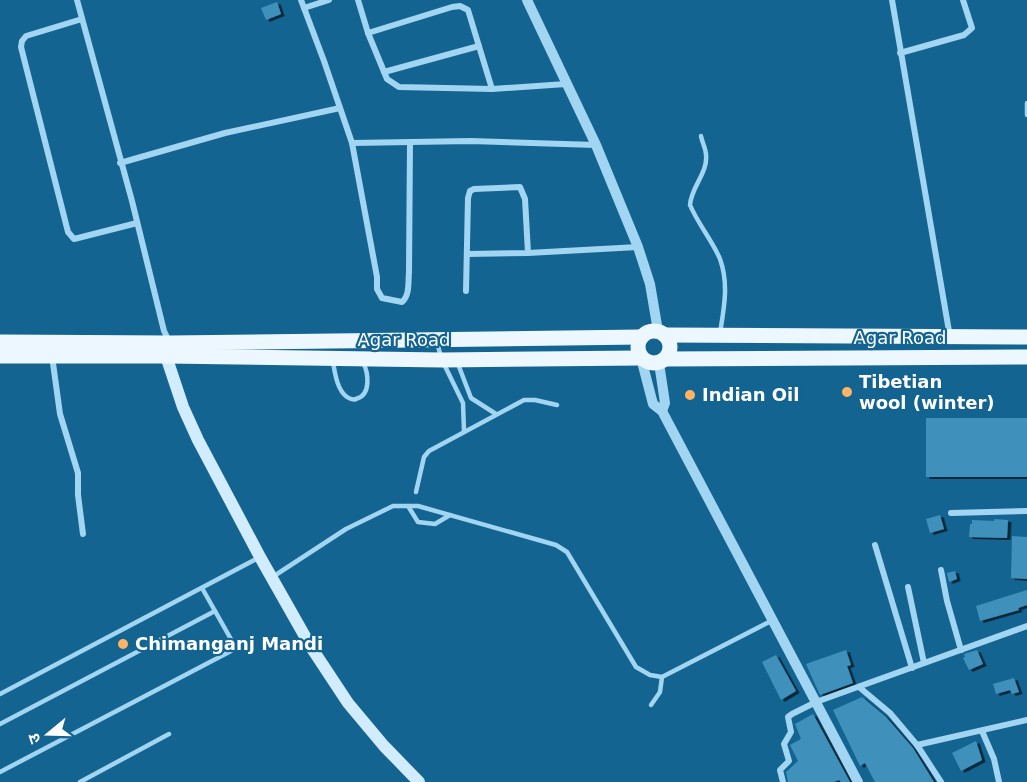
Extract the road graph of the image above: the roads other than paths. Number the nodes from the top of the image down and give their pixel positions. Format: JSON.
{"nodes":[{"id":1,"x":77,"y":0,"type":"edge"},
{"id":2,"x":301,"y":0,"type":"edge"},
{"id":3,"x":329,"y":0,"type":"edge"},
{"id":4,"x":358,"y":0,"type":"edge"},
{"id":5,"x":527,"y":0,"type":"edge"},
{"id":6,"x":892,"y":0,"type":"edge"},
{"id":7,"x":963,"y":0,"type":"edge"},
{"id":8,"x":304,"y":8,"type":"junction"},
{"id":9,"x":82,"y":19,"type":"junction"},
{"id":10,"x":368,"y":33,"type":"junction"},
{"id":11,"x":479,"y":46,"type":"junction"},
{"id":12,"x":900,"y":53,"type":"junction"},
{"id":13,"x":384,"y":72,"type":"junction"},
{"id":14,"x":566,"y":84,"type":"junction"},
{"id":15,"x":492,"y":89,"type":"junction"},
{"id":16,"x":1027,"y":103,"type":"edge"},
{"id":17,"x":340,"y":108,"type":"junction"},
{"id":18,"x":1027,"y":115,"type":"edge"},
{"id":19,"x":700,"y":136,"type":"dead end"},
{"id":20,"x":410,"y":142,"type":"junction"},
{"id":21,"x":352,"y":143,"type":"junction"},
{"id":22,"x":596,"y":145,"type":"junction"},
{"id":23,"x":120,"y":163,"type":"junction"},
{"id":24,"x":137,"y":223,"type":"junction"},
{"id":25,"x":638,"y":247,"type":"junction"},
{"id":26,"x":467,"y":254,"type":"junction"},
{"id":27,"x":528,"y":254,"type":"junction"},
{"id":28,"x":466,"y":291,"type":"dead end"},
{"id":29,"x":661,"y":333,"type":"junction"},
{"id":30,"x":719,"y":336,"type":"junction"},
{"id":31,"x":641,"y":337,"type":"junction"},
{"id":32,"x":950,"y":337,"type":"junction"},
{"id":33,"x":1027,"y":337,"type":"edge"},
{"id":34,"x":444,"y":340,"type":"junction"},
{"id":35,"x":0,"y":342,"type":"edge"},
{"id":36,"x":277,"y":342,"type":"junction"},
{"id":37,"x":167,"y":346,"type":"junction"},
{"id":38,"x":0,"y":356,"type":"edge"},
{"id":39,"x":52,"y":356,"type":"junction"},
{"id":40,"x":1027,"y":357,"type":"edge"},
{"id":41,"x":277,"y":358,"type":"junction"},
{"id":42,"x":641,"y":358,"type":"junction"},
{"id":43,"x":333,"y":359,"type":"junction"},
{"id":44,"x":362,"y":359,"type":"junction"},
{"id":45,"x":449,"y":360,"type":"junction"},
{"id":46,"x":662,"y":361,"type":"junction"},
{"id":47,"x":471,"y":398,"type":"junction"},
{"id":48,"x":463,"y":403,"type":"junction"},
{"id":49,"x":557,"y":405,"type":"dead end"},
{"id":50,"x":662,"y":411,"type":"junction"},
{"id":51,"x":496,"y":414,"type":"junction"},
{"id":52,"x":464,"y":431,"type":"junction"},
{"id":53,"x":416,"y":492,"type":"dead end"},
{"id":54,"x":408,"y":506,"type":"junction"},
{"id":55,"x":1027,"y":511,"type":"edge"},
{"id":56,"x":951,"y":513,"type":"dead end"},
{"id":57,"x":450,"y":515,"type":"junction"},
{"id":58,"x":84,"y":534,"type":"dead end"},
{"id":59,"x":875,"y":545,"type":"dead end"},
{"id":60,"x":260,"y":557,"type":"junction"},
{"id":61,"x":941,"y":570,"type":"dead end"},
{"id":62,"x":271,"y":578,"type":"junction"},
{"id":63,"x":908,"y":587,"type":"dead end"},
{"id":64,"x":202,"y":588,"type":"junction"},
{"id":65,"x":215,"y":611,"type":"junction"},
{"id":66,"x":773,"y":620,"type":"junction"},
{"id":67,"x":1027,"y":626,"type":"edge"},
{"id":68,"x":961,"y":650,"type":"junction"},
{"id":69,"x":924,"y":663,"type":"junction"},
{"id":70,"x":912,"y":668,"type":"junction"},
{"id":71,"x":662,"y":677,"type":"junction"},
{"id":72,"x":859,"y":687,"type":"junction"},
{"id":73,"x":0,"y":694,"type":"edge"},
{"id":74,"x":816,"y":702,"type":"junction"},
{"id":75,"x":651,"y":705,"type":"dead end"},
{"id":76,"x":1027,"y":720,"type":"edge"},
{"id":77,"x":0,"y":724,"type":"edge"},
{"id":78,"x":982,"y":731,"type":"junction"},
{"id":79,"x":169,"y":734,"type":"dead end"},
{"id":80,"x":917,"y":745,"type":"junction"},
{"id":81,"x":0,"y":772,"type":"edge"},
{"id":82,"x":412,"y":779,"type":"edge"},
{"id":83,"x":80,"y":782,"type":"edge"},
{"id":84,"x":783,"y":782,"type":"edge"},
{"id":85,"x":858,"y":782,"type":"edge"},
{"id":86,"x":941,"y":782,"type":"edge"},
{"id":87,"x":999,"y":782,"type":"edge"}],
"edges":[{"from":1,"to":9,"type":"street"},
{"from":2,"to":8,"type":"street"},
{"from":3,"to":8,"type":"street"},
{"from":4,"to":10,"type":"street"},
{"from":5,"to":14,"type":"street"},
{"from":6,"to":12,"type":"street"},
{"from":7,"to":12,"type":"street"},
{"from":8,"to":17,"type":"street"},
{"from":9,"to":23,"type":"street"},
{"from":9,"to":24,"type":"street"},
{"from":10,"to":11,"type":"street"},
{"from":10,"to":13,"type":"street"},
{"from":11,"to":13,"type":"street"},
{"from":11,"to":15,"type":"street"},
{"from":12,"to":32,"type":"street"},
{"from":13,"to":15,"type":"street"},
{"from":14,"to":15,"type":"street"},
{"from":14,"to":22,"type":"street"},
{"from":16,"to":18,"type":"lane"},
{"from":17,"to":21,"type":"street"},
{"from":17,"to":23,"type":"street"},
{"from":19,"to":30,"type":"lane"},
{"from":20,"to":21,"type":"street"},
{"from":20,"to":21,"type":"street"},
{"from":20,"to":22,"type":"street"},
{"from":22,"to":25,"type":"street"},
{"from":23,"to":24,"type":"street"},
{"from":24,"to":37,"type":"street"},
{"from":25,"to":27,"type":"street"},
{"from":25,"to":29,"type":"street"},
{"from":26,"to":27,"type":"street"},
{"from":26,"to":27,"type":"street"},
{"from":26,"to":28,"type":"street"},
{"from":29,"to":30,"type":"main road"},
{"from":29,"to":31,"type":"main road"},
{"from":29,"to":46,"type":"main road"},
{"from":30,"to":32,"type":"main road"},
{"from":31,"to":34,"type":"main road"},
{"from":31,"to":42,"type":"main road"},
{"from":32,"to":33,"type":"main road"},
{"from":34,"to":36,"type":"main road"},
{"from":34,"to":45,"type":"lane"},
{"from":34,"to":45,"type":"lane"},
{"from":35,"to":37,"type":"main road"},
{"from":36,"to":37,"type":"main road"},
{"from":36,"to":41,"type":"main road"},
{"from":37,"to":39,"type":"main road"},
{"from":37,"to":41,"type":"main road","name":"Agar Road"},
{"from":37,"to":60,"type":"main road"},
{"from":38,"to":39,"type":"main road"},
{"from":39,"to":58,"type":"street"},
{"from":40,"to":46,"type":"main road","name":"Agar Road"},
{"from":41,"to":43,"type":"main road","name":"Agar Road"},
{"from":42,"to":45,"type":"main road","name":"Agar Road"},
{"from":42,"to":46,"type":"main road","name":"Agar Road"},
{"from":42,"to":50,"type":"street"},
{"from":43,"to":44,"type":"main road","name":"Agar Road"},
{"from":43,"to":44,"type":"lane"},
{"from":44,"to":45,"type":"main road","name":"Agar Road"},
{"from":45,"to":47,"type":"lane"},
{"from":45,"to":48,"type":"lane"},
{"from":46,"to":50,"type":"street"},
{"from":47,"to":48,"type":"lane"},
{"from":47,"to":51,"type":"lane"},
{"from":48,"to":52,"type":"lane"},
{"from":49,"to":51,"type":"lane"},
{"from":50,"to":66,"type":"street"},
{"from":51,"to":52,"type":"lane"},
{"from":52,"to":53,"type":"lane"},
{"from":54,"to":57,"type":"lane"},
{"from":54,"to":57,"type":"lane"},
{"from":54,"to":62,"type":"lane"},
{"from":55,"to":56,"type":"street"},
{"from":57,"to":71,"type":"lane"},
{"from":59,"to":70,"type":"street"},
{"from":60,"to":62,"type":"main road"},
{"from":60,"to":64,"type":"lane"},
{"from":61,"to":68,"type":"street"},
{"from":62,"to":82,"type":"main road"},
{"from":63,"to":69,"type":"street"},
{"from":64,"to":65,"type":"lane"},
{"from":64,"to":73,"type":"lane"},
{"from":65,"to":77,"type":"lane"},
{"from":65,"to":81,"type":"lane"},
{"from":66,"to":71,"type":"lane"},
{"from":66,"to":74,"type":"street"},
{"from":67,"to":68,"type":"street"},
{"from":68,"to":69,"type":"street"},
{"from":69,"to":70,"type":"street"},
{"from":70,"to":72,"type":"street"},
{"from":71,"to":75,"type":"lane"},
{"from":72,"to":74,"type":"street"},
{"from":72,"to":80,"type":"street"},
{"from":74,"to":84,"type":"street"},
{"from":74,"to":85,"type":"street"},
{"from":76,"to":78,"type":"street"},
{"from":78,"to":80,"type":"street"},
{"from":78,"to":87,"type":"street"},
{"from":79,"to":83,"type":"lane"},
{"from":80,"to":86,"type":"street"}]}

==

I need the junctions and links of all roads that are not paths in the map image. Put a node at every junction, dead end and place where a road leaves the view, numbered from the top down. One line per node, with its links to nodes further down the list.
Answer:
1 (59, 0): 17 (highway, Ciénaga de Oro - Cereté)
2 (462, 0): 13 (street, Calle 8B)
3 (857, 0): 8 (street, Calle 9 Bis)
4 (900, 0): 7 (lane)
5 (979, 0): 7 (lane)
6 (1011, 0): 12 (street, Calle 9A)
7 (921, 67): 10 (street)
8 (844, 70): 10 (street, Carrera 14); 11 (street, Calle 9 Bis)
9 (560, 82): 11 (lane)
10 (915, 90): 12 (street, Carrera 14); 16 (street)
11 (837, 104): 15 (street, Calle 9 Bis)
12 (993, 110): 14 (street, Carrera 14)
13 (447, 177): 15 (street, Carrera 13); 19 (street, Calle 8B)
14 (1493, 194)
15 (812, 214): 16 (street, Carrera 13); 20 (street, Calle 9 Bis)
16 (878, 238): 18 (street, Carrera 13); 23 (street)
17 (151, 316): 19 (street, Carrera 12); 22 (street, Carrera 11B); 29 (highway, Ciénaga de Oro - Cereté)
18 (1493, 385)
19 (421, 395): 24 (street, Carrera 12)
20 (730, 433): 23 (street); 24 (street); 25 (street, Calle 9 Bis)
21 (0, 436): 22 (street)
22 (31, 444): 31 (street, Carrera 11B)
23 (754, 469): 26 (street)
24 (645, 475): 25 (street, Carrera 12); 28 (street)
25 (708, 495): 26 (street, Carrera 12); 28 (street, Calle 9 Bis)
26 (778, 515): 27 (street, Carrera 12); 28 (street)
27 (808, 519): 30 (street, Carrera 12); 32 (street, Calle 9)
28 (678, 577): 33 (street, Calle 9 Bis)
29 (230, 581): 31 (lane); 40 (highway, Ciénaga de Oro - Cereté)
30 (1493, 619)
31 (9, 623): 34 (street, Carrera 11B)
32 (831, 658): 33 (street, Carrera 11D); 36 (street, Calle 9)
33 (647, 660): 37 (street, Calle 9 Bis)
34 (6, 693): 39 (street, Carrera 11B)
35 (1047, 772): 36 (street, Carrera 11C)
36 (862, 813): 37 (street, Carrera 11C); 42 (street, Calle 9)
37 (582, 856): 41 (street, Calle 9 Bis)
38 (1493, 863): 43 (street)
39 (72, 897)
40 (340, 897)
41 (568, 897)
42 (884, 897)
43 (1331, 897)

- [Prompt] Gather up every line in the data above that contains the word "nodes", copying each one.

- [Solved exercise]
Extract the road graph of the image above: the roads other than paths. Number the nodes from the top of the image down and give their pixel positions. Format: JSON.
{"nodes":[{"id":1,"x":77,"y":0,"type":"edge"},
I need the junctions and links of all roads that are not paths in the map image. Put a node at every junction, dead end and place where a road leaves the view, numbered from the top down. One line per node, with its links to nodes further down the list.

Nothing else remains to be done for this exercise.